Ils posent tous deux leur chien à terre. Immédiatement, les deux chiens commencent à jouer, à se poursuivre l'un l'autre et à se donner l'un l'autre de gentils coups de patte au visage.
Puis, à ma grande surprise, Jack bondit droit sur moi, saute sur mes genoux et me gratifie d'un gros coup de langue chaud et baveux au visage.
Les autres rient et je ne peux m'empêcher d'en faire autant moi-même.
“Je pense qu'il préfère Brooke à Pénélope”, dit Bree avec un sourire.
“Je pense que tu as peut-être raison”, répond le garçon en me fixant du regard.
Je réussis finalement à me débarrasser de Jack et, alors que j'enlève sa bave de ma joue avec ma manche, le garçon continue à regarder, apparemment amusé. Il brise un morceau de pain avec ses doigts robustes et en trempe le bord dans la sauce de son assiette.

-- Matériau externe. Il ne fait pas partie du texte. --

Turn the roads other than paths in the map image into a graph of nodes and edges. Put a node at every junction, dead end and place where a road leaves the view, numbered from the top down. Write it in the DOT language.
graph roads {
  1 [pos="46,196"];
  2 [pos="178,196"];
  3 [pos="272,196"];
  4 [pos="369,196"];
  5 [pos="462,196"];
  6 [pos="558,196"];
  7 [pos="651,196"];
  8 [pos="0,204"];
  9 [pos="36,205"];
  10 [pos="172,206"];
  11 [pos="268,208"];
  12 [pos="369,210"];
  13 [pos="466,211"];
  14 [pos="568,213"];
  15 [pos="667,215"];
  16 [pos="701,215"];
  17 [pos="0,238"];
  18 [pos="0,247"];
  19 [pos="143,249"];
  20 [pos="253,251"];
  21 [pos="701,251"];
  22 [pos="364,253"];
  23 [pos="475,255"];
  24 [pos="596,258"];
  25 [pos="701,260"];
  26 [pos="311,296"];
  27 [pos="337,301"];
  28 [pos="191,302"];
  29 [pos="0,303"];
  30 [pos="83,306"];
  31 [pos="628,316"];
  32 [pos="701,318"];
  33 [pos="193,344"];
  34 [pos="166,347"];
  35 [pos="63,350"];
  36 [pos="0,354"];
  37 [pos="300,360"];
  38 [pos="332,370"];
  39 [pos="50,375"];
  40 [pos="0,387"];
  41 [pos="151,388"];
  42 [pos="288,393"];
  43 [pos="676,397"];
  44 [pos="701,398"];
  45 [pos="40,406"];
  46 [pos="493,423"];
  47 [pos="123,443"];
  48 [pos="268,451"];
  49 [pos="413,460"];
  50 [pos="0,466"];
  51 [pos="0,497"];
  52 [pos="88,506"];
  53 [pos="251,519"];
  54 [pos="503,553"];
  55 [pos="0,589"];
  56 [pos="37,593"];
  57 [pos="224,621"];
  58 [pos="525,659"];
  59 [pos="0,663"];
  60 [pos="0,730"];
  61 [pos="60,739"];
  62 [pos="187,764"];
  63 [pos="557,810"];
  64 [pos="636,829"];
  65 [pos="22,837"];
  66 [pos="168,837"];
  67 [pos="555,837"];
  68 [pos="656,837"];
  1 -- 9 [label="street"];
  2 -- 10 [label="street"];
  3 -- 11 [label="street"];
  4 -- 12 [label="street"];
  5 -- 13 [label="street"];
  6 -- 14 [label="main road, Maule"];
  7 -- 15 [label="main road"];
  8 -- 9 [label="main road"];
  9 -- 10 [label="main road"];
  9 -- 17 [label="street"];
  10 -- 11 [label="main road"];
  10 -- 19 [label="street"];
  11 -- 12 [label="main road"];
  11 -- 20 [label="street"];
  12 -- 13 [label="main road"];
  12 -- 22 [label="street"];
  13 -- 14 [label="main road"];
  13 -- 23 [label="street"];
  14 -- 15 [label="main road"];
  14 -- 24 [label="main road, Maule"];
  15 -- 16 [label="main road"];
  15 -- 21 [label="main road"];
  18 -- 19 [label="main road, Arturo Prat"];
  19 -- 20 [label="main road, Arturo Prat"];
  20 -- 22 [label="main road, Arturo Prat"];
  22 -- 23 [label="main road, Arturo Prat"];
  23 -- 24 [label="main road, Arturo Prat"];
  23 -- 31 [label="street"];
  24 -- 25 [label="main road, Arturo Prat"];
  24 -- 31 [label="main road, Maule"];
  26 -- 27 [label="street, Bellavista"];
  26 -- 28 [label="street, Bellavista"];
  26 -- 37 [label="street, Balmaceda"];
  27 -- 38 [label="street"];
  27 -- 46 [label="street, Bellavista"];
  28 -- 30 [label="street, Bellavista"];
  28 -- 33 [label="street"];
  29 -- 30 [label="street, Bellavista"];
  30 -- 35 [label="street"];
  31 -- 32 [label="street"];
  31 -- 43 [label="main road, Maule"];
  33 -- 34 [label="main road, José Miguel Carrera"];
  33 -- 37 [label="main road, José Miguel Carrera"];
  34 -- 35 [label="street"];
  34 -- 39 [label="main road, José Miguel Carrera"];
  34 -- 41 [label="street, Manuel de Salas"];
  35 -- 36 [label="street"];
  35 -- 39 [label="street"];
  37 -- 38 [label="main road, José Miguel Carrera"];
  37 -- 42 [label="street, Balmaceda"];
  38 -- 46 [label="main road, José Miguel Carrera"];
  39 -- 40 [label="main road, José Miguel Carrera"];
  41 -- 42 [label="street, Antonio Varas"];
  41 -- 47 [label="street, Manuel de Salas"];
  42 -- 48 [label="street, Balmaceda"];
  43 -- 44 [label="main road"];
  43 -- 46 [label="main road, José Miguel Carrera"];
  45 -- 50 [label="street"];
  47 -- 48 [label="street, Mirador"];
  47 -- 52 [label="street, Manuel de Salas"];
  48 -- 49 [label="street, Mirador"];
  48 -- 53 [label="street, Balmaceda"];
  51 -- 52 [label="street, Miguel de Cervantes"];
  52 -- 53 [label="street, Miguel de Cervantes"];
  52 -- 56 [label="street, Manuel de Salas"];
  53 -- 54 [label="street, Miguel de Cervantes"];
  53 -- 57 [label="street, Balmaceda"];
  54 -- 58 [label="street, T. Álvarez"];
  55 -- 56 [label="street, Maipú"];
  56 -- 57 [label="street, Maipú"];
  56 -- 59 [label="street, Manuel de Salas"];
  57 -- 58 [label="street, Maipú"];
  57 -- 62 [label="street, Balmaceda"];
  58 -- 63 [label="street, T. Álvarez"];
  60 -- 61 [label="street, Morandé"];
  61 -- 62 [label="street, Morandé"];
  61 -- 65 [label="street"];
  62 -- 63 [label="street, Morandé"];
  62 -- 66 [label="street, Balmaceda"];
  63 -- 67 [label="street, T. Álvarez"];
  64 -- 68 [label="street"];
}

“Alors”, dit-il avant de le manger, “j'imagine que Brooke est ta sœur.”
“Oui”, dit Bree, “et je m'appelle Bree.”
La bouche pleine, il dit : “Ryan”, se lève du banc, tend la main et serre celle de Bree.
Ensuite, il la tend vers moi. Je lève les yeux. Il plonge son regard sombre dans le mien et me noue l'estomac. La sensation me rappelle la première fois où j'ai vu Logan : ce n'était pas la sensation chaleureuse et progressive que j'avais eue avec Ben, mais une attirance immédiate, vertigineuse. Je ne veux pas le toucher car, sinon, je risquerais de lui révéler mon attirance en dépit de moi-même.
Immédiatement, je sens coupable de ressentir la moindre attirance pour lui. Je rêvais de Logan il y a seulement deux ou trois heures. Il me manque encore.
Je regarde avec méfiance la main tendue de Ryan. Je n'ai pas le choix. Il ne va pas la retirer. Je la saisis en espérant que je pourrai m'arrêter rapidement de trembler. Je retourne mon regard vers mon repas en espérant qu'il ne remarquera pas que je rougis.
Pendant que je mange, Ryan continue à me regarder. Du coin de l’œil, je vois tout juste son sourire en coin. Il me regarde avec une telle intensité que mon cœur commence à palpiter.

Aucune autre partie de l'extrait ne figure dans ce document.